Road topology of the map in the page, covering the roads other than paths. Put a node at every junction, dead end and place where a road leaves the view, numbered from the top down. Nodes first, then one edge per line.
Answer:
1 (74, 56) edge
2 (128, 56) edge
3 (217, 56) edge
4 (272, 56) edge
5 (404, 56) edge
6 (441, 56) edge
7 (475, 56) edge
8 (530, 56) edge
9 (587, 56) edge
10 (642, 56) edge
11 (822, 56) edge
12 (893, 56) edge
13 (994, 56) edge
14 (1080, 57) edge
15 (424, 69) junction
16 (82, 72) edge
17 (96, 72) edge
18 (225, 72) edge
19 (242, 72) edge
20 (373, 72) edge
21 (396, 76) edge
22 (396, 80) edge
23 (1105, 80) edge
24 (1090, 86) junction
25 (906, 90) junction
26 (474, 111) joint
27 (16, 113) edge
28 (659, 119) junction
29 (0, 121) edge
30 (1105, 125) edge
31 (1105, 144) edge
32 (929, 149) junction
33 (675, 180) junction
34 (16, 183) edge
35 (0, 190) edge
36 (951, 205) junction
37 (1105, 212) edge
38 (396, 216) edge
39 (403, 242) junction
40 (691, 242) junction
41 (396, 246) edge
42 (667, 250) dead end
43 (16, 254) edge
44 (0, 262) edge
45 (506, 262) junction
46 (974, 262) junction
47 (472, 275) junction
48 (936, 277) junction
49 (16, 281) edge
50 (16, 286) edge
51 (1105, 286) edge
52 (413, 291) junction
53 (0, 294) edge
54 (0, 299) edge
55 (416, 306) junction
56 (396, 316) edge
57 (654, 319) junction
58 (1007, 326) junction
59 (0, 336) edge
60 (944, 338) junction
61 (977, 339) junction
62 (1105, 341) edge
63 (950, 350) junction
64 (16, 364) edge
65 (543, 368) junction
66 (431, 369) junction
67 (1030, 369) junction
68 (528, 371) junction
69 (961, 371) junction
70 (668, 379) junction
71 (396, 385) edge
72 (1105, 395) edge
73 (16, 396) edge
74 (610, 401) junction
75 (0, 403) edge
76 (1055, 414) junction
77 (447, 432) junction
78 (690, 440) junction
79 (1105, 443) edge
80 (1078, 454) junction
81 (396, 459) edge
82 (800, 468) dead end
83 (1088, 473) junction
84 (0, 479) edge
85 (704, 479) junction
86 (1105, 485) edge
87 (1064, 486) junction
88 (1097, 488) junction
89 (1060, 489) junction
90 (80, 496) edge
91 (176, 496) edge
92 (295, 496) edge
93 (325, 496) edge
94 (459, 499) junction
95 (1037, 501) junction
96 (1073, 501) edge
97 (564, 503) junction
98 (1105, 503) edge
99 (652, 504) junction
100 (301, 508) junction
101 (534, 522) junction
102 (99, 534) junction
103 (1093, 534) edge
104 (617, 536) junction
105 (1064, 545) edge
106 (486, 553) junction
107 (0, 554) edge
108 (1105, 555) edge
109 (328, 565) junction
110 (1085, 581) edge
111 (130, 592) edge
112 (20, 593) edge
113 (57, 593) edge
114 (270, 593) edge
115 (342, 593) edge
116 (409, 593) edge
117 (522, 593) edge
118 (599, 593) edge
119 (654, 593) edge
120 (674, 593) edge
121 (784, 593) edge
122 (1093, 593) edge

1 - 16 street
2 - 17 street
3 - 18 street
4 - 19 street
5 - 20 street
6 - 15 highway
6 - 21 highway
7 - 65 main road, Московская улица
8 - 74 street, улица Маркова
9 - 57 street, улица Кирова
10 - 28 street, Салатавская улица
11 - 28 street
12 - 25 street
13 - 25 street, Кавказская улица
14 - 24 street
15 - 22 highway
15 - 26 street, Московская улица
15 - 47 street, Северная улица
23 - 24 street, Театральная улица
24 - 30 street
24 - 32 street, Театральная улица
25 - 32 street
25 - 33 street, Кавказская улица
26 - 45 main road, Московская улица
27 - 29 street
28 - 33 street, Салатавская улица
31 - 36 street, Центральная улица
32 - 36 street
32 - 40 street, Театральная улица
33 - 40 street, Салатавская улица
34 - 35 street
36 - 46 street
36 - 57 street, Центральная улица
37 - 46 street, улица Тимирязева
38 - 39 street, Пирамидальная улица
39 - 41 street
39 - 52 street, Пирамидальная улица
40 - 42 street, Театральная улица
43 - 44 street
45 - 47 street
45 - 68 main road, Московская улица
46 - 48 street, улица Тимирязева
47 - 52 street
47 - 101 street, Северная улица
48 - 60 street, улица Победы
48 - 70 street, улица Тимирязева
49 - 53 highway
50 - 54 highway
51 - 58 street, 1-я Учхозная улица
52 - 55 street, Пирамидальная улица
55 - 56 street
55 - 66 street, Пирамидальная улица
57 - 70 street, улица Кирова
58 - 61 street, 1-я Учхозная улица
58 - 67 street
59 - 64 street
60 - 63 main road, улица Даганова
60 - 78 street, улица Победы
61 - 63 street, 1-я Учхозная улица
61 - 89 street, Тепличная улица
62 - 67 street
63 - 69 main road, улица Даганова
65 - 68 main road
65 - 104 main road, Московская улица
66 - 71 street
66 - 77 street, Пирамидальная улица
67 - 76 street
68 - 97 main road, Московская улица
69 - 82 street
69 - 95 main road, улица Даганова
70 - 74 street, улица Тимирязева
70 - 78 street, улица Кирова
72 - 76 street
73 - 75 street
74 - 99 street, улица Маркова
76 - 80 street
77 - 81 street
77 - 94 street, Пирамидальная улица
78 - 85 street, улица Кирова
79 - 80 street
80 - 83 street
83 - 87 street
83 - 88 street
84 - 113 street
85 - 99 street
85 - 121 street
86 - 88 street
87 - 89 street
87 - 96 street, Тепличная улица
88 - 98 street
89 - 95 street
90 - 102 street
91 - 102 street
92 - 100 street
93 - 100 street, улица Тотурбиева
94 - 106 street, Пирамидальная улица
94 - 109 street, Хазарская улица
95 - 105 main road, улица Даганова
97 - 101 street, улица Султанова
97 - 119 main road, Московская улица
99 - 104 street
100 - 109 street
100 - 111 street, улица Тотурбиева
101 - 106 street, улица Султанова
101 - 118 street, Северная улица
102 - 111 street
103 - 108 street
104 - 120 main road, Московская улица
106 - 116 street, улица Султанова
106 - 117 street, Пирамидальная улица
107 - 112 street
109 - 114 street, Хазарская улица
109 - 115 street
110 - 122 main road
---
# TASK TO COMPLETE
Only an exact transcription of all the entries will do.

# OUTPUT FOR THIS EXERCISE
Road topology of the map in the page, covering the roads other than paths. Put a node at every junction, dead end and place where a road leaves the view, numbered from the top down. Nodes first, then one edge per line.
Answer:
1 (74, 56) edge
2 (128, 56) edge
3 (217, 56) edge
4 (272, 56) edge
5 (404, 56) edge
6 (441, 56) edge
7 (475, 56) edge
8 (530, 56) edge
9 (587, 56) edge
10 (642, 56) edge
11 (822, 56) edge
12 (893, 56) edge
13 (994, 56) edge
14 (1080, 57) edge
15 (424, 69) junction
16 (82, 72) edge
17 (96, 72) edge
18 (225, 72) edge
19 (242, 72) edge
20 (373, 72) edge
21 (396, 76) edge
22 (396, 80) edge
23 (1105, 80) edge
24 (1090, 86) junction
25 (906, 90) junction
26 (474, 111) joint
27 (16, 113) edge
28 (659, 119) junction
29 (0, 121) edge
30 (1105, 125) edge
31 (1105, 144) edge
32 (929, 149) junction
33 (675, 180) junction
34 (16, 183) edge
35 (0, 190) edge
36 (951, 205) junction
37 (1105, 212) edge
38 (396, 216) edge
39 (403, 242) junction
40 (691, 242) junction
41 (396, 246) edge
42 (667, 250) dead end
43 (16, 254) edge
44 (0, 262) edge
45 (506, 262) junction
46 (974, 262) junction
47 (472, 275) junction
48 (936, 277) junction
49 (16, 281) edge
50 (16, 286) edge
51 (1105, 286) edge
52 (413, 291) junction
53 (0, 294) edge
54 (0, 299) edge
55 (416, 306) junction
56 (396, 316) edge
57 (654, 319) junction
58 (1007, 326) junction
59 (0, 336) edge
60 (944, 338) junction
61 (977, 339) junction
62 (1105, 341) edge
63 (950, 350) junction
64 (16, 364) edge
65 (543, 368) junction
66 (431, 369) junction
67 (1030, 369) junction
68 (528, 371) junction
69 (961, 371) junction
70 (668, 379) junction
71 (396, 385) edge
72 (1105, 395) edge
73 (16, 396) edge
74 (610, 401) junction
75 (0, 403) edge
76 (1055, 414) junction
77 (447, 432) junction
78 (690, 440) junction
79 (1105, 443) edge
80 (1078, 454) junction
81 (396, 459) edge
82 (800, 468) dead end
83 (1088, 473) junction
84 (0, 479) edge
85 (704, 479) junction
86 (1105, 485) edge
87 (1064, 486) junction
88 (1097, 488) junction
89 (1060, 489) junction
90 (80, 496) edge
91 (176, 496) edge
92 (295, 496) edge
93 (325, 496) edge
94 (459, 499) junction
95 (1037, 501) junction
96 (1073, 501) edge
97 (564, 503) junction
98 (1105, 503) edge
99 (652, 504) junction
100 (301, 508) junction
101 (534, 522) junction
102 (99, 534) junction
103 (1093, 534) edge
104 (617, 536) junction
105 (1064, 545) edge
106 (486, 553) junction
107 (0, 554) edge
108 (1105, 555) edge
109 (328, 565) junction
110 (1085, 581) edge
111 (130, 592) edge
112 (20, 593) edge
113 (57, 593) edge
114 (270, 593) edge
115 (342, 593) edge
116 (409, 593) edge
117 (522, 593) edge
118 (599, 593) edge
119 (654, 593) edge
120 (674, 593) edge
121 (784, 593) edge
122 (1093, 593) edge

1 - 16 street
2 - 17 street
3 - 18 street
4 - 19 street
5 - 20 street
6 - 15 highway
6 - 21 highway
7 - 65 main road, Московская улица
8 - 74 street, улица Маркова
9 - 57 street, улица Кирова
10 - 28 street, Салатавская улица
11 - 28 street
12 - 25 street
13 - 25 street, Кавказская улица
14 - 24 street
15 - 22 highway
15 - 26 street, Московская улица
15 - 47 street, Северная улица
23 - 24 street, Театральная улица
24 - 30 street
24 - 32 street, Театральная улица
25 - 32 street
25 - 33 street, Кавказская улица
26 - 45 main road, Московская улица
27 - 29 street
28 - 33 street, Салатавская улица
31 - 36 street, Центральная улица
32 - 36 street
32 - 40 street, Театральная улица
33 - 40 street, Салатавская улица
34 - 35 street
36 - 46 street
36 - 57 street, Центральная улица
37 - 46 street, улица Тимирязева
38 - 39 street, Пирамидальная улица
39 - 41 street
39 - 52 street, Пирамидальная улица
40 - 42 street, Театральная улица
43 - 44 street
45 - 47 street
45 - 68 main road, Московская улица
46 - 48 street, улица Тимирязева
47 - 52 street
47 - 101 street, Северная улица
48 - 60 street, улица Победы
48 - 70 street, улица Тимирязева
49 - 53 highway
50 - 54 highway
51 - 58 street, 1-я Учхозная улица
52 - 55 street, Пирамидальная улица
55 - 56 street
55 - 66 street, Пирамидальная улица
57 - 70 street, улица Кирова
58 - 61 street, 1-я Учхозная улица
58 - 67 street
59 - 64 street
60 - 63 main road, улица Даганова
60 - 78 street, улица Победы
61 - 63 street, 1-я Учхозная улица
61 - 89 street, Тепличная улица
62 - 67 street
63 - 69 main road, улица Даганова
65 - 68 main road
65 - 104 main road, Московская улица
66 - 71 street
66 - 77 street, Пирамидальная улица
67 - 76 street
68 - 97 main road, Московская улица
69 - 82 street
69 - 95 main road, улица Даганова
70 - 74 street, улица Тимирязева
70 - 78 street, улица Кирова
72 - 76 street
73 - 75 street
74 - 99 street, улица Маркова
76 - 80 street
77 - 81 street
77 - 94 street, Пирамидальная улица
78 - 85 street, улица Кирова
79 - 80 street
80 - 83 street
83 - 87 street
83 - 88 street
84 - 113 street
85 - 99 street
85 - 121 street
86 - 88 street
87 - 89 street
87 - 96 street, Тепличная улица
88 - 98 street
89 - 95 street
90 - 102 street
91 - 102 street
92 - 100 street
93 - 100 street, улица Тотурбиева
94 - 106 street, Пирамидальная улица
94 - 109 street, Хазарская улица
95 - 105 main road, улица Даганова
97 - 101 street, улица Султанова
97 - 119 main road, Московская улица
99 - 104 street
100 - 109 street
100 - 111 street, улица Тотурбиева
101 - 106 street, улица Султанова
101 - 118 street, Северная улица
102 - 111 street
103 - 108 street
104 - 120 main road, Московская улица
106 - 116 street, улица Султанова
106 - 117 street, Пирамидальная улица
107 - 112 street
109 - 114 street, Хазарская улица
109 - 115 street
110 - 122 main road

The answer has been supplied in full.